I have a data file that I'm cleaning, and the source uses '--' to indicate missing data. I ultimately need to have this data field be either an integer or float. But I am not sure how to remove the string.
I specified the types in a type_dict statement before importing the csv file. 6 of my 8 variables correctly came in as an integer or float. Of course, the two that are still objects are the ones I need to fix.
I've tried using the df = df.var.str.replace('--', '') I've tried using the df.var.fillna(df.var.mode().values[0], inplace=True) (and I wonder if I need to just change the values '0' to '--')
My presumption is that if I can empty those cells in some fashion, I can define the variable as an int/float.
I'm sure I'm missing something really simple, have walked away and come back, but am just not figuring it out.

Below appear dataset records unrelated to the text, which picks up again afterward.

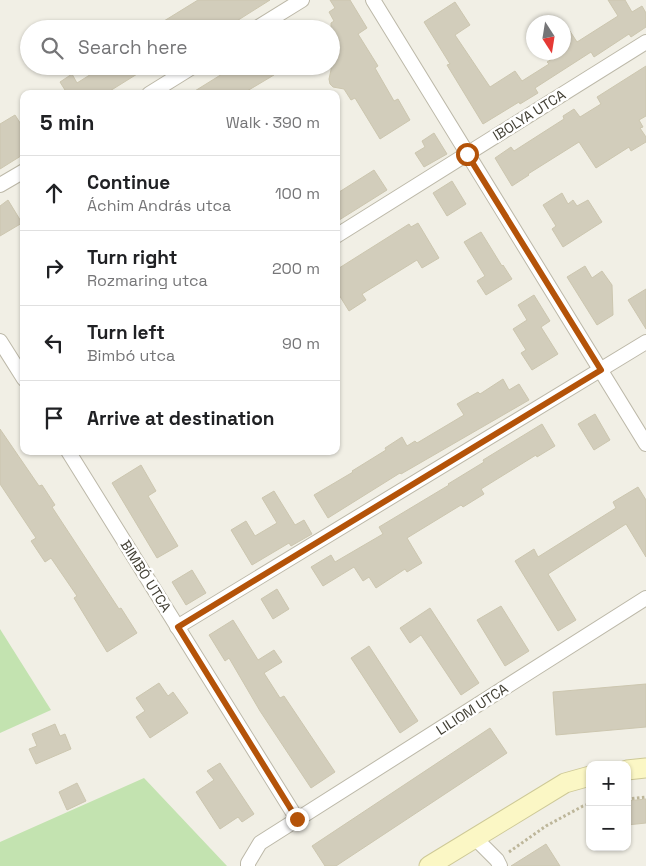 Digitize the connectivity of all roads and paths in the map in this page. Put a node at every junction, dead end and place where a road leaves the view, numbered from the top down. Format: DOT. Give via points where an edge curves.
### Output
graph roads {
  1 [pos="302,0"];
  2 [pos="372,0"];
  3 [pos="270,20"];
  4 [pos="646,42"];
  5 [pos="180,75"];
  6 [pos="156,90"];
  7 [pos="467,154"];
  8 [pos="20,174"];
  9 [pos="0,186"];
  10 [pos="340,233"];
  11 [pos="0,341"];
  12 [pos="646,342"];
  13 [pos="601,370"];
  14 [pos="20,373"];
  15 [pos="646,444"];
  16 [pos="70,455"];
  17 [pos="646,598"];
  18 [pos="178,627"];
  19 [pos="646,768"];
  20 [pos="631,770"];
  21 [pos="586,777"];
  22 [pos="646,797"];
  23 [pos="631,799"];
  24 [pos="586,805"];
  25 [pos="297,819"];
  26 [pos="475,838"];
  27 [pos="498,863"];
  28 [pos="248,866"];
  29 [pos="429,866"];
  1 -- 3 [label="street"];
  2 -- 7 [label="street"];
  4 -- 7 [label="street, IBOLYA UTCA"];
  5 -- 6 [label="street"];
  7 -- 10 [label="street, IBOLYA UTCA"];
  7 -- 13 [label="street"];
  8 -- 9 [label="street"];
  11 -- 14 [label="street"];
  12 -- 13 [label="street"];
  13 -- 15 [label="street"];
  13 -- 18 [label="street"];
  16 -- 18 [label="street, BIMBÓ UTCA"];
  17 -- 25 [label="street, LILIOM UTCA"];
  18 -- 25 [label="street, BIMBÓ UTCA"];
  19 -- 20 [label="street"];
  21 -- 26 [label="street" via="566,783"];
  22 -- 23 [label="path"];
  24 -- 27 [label="path" via="546,826"];
  25 -- 28 [label="street" via="260,843"];
  26 -- 27 [label="street"];
  26 -- 29 [label="street"];
}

CodePudding user response:
try something like this cleaning input before antering into pandas
import sys
from io import StringIO
import pandas as pd
with open('data.txt', 'r') as file:
data = StringIO(file.read().replace('--', '0'))
df = pd.read_csv(data)
CodePudding user response:
OK, we figured out two options to make this work:
solution 1: df = df.replace(r'^--$', np.nan, regex=True)
solution 2 (a simplified version of #1): df = df.replace(r'--', np.nan)
Both gave the expected output of empty cells when I exported the csv into a spreadsheet. And then when I reimported that intermediate file, I had floats instead of strings as expected.